Filed under: General by Branko Collin @ 2:40 pm

billboard-branko-collinPreferential voting in last month’s municipal elections in the Netherlands has caused a drastic increase of female representatives, newspaper Trouw reported two weeks ago.

The campaign Stem op een Vrouw (vote for a woman) encouraged citizens to vote tactically by voting for a woman the polls suggested would just miss out on being elected. The result was an increase of 20% women in the Dutch municipal councils.

Municipal councils in the Netherlands are elected once every four years. A council sets the policy for its municipality and supervises the municipality’s executive board. A party receives its portion of the available seats based on the percentage of votes they win. The council seats are distributed among the candidates that make up the top of the party list, but if a lower ranked candidate gets a lot of votes, they bump the lowest candidate of the primary selection from her or, as the case may be, his seat.

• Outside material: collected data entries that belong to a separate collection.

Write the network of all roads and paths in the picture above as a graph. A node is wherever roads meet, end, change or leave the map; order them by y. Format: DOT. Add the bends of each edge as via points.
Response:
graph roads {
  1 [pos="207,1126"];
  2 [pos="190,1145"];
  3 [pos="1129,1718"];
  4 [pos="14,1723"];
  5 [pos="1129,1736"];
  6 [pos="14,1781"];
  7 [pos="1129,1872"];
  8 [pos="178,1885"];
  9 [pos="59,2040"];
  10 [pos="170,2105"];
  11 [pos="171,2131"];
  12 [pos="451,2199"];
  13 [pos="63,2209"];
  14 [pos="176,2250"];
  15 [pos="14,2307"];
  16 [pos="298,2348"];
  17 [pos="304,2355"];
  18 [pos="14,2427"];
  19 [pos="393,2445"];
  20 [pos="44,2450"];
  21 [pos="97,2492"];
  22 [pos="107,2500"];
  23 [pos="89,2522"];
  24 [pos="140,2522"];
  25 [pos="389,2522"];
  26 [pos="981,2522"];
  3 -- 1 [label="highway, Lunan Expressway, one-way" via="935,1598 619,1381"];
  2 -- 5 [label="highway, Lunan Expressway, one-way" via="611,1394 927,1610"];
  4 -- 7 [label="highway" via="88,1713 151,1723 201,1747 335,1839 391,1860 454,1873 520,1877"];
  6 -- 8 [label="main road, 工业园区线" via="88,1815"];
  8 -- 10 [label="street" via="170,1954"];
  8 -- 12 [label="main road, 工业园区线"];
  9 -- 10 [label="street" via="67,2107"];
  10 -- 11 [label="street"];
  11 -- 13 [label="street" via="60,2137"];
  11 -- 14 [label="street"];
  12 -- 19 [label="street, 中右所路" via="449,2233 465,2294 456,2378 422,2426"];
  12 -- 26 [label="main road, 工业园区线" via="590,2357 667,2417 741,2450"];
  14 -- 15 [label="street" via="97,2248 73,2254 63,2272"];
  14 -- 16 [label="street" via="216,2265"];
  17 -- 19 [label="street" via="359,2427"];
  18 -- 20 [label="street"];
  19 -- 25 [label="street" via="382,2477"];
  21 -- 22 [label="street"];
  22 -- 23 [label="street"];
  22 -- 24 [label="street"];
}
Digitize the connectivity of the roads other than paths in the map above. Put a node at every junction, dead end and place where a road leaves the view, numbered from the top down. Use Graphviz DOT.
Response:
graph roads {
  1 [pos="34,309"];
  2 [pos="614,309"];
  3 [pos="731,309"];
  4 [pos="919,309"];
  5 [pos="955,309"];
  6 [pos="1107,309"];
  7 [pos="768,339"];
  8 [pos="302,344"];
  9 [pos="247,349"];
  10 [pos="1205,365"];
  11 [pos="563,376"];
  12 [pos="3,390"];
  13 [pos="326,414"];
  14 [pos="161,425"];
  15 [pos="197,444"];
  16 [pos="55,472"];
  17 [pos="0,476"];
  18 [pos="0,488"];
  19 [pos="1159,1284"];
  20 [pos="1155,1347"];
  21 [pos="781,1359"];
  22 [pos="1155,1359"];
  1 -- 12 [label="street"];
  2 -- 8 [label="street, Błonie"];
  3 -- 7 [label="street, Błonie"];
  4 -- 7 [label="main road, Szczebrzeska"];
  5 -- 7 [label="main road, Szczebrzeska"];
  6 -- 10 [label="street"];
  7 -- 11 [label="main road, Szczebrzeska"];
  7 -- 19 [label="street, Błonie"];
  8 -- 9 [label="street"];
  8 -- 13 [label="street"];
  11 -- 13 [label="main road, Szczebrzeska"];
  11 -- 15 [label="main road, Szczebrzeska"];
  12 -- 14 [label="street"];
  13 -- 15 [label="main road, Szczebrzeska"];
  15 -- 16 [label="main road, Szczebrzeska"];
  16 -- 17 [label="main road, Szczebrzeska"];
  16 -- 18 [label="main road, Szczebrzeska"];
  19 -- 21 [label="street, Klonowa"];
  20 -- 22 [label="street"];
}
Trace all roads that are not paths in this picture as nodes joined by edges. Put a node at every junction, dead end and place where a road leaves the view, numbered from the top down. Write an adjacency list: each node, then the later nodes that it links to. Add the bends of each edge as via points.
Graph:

In the previous four years, a record-breaking 28% of council members were women, but this year the new record was set at 34%. Citizens gave women a preferential vote across all party lines, although the effect was most noticeable for candidates of D66 (Democrats), Groen Links (Greens) and SP (Socialists).

Most resistant to the idea of female council members turned out to be the political parties and the candidates themselves. In 334 of the 335 municipalities, men dominated the party list, NOS reported in March. In the one town where there was an equal amount of male and female candidates, Heemstede, the male party leaders still outnumbered the female party leaders 2:1.

Both PvdA (Labour) and SP had their candidates sign a waiver, stating they would give up their seat if they got in on preferential votes. Several female Socialists gave up their council seats. The waiver has no legal force according to John Bijl of the Perikles institute: “You swear loyalty to the law and the constitution, not to your political party.” In Woerden, local party Inwonersbelangen (Citizens’ Interests) threw Lia Arentshorst out of the party after she refused to give up her seat.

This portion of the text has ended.